_Task description:_
With the pictures removed, the data below must be transcribed in full and exactly.

_Data to process:_

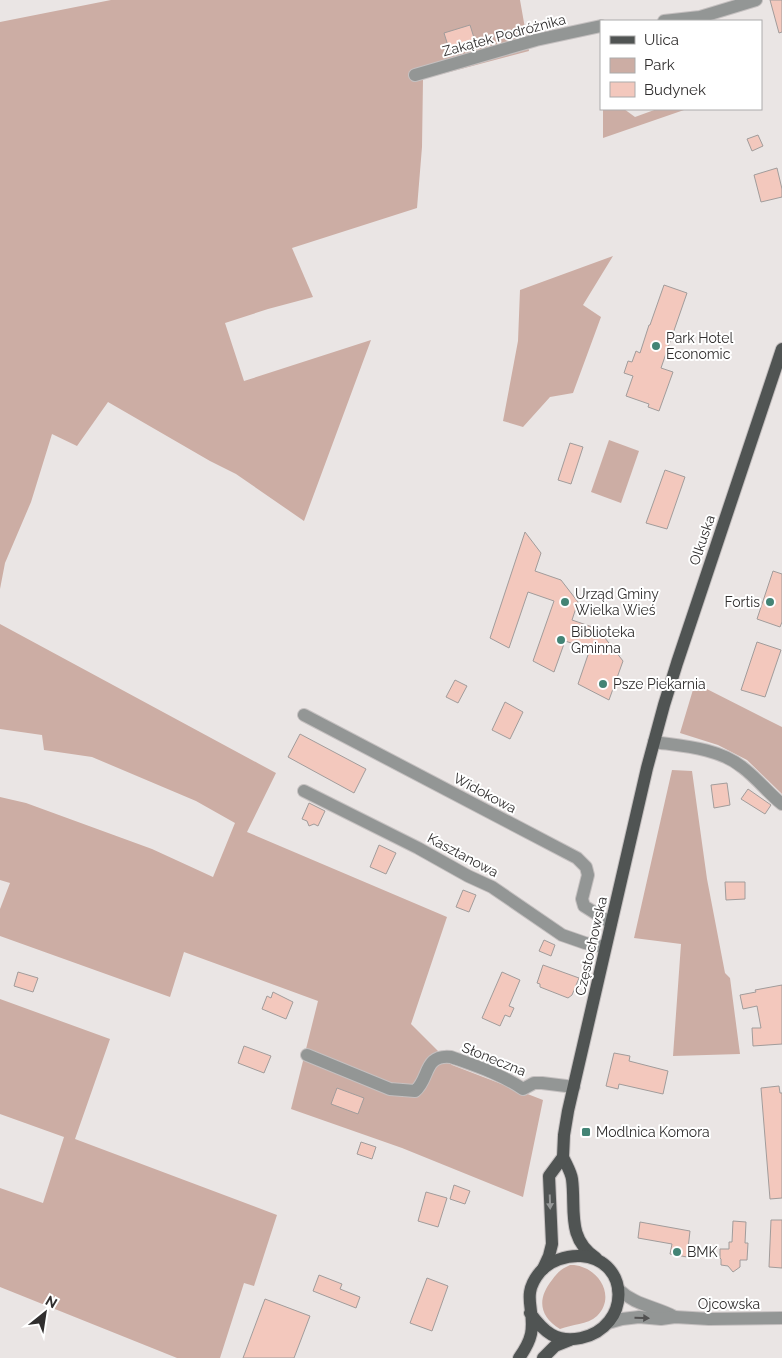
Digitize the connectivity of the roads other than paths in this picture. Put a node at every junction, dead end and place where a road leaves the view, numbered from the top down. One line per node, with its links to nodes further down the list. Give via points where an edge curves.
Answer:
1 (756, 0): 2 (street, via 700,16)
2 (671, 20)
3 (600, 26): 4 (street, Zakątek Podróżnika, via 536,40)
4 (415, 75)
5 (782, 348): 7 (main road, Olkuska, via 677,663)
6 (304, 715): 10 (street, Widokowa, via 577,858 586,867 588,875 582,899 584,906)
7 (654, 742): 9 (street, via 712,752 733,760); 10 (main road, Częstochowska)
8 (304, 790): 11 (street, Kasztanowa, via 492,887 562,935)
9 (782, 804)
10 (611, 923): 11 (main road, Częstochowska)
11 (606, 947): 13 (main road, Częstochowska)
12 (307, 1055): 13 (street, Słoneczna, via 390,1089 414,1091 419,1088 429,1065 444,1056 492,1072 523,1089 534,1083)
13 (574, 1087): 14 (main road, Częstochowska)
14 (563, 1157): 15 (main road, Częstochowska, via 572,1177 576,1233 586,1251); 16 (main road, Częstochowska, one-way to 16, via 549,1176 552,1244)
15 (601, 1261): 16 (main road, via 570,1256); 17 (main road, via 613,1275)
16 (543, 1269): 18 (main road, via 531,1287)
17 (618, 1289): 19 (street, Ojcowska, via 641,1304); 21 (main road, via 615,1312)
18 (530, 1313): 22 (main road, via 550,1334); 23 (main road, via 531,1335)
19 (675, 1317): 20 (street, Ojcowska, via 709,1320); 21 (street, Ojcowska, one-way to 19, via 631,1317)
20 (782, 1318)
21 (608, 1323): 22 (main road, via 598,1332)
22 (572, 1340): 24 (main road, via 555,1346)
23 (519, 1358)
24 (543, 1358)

_Result for this exercise:_
Digitize the connectivity of the roads other than paths in this picture. Put a node at every junction, dead end and place where a road leaves the view, numbered from the top down. One line per node, with its links to nodes further down the list. Give via points where an edge curves.
Answer:
1 (756, 0): 2 (street, via 700,16)
2 (671, 20)
3 (600, 26): 4 (street, Zakątek Podróżnika, via 536,40)
4 (415, 75)
5 (782, 348): 7 (main road, Olkuska, via 677,663)
6 (304, 715): 10 (street, Widokowa, via 577,858 586,867 588,875 582,899 584,906)
7 (654, 742): 9 (street, via 712,752 733,760); 10 (main road, Częstochowska)
8 (304, 790): 11 (street, Kasztanowa, via 492,887 562,935)
9 (782, 804)
10 (611, 923): 11 (main road, Częstochowska)
11 (606, 947): 13 (main road, Częstochowska)
12 (307, 1055): 13 (street, Słoneczna, via 390,1089 414,1091 419,1088 429,1065 444,1056 492,1072 523,1089 534,1083)
13 (574, 1087): 14 (main road, Częstochowska)
14 (563, 1157): 15 (main road, Częstochowska, via 572,1177 576,1233 586,1251); 16 (main road, Częstochowska, one-way to 16, via 549,1176 552,1244)
15 (601, 1261): 16 (main road, via 570,1256); 17 (main road, via 613,1275)
16 (543, 1269): 18 (main road, via 531,1287)
17 (618, 1289): 19 (street, Ojcowska, via 641,1304); 21 (main road, via 615,1312)
18 (530, 1313): 22 (main road, via 550,1334); 23 (main road, via 531,1335)
19 (675, 1317): 20 (street, Ojcowska, via 709,1320); 21 (street, Ojcowska, one-way to 19, via 631,1317)
20 (782, 1318)
21 (608, 1323): 22 (main road, via 598,1332)
22 (572, 1340): 24 (main road, via 555,1346)
23 (519, 1358)
24 (543, 1358)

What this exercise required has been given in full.